The python binaries are located at 'path/to/tar/file/python36/pkg/usr/bin/'.

(Optional) Copy the binary files into a folder in the home directory.

$ mkdir ~/.python36
$ cp path/to/tar/file/python36/pkg ~/.python36

Add python36 binary directory to path

### Add python 3.6 binary directory to .bash_profile OR .bashrc file
export PATH=~/.python36/pkg/python36/usr/bin:$PATH

Execute the .bashrc or .bash_profile to implement the changes to the path

source ~/.bashrc

Download Spark

We use the release "Spark 2.4.5 predbuilt for Apache Hadoop 2.7". This can be selected and downloaded here.

Unpack the Spark .tgz file

$ tar zxvf path/to/spark/download/spark-2.4.5-bin-hadoop2.7.tgz

Move the unpacked folder to the /opt/ directory

$ sudo mv path/to/spark/download/spark-2.4.5-bin-hadoop2.7 /opt/spark-2.4

Symbolic link the spark-2.4 directory to spark

$ ln -s spark-2.4 spark

Download compatible Java version

Spark 2.4.5 runs on Java 8. Download the Java Development Kit 8 (jdk8) from your package manager.
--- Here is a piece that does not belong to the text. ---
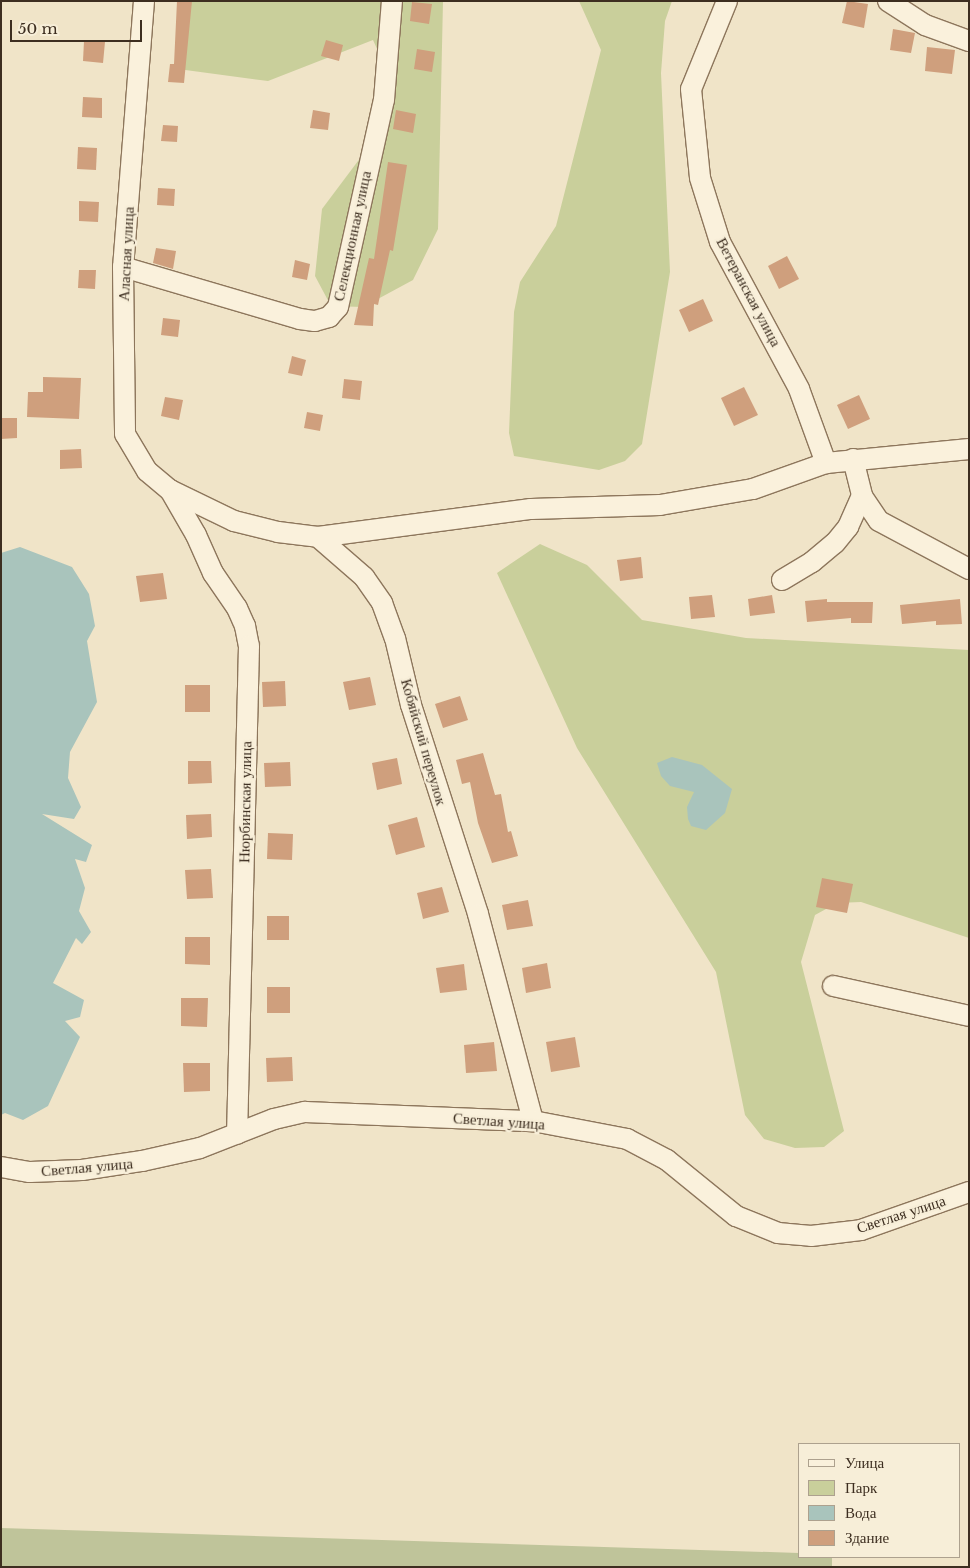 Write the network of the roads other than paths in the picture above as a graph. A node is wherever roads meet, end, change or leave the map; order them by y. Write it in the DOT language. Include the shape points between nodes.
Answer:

$ sudo pacman -Si jre8-openjdk-headless

Find where this package is located. For example mine is located at /usr/lib/jvm/java-8-openjdk/jre.

Set up Virtual Environment

You can skip this step if already set-up.

We use the python module virtualenv to manage virtual environments. Python has a lot of different options, some of which are shipped as standard. A good comparison of these can be found in this stack exchange answer. We also use the virtualenvwrapper for ease of use. Skip to the next step if you have already set up virtualenv. Read the docs of virtualenvwrapper for more information or help.

Install virtualenv

$ pip install virtualenv

Install virtualenvwrapper

$ pip install virtualenvwrapper

Create a directory for the virtual environments

$ mkdir ~/Virtual_Envs

Set the environment variables for mkvirtualenv in your ~/.bashrc file:

## Add to .bashrc or bash_profile
export WORKON_HOME=$HOME/Virtual_Envs
source /usr/bin/virtualenvwrapper.sh

Create pyspark virtual environment

Create a new virtual environment which runs python 3.6.10 (or the version you downloaded above).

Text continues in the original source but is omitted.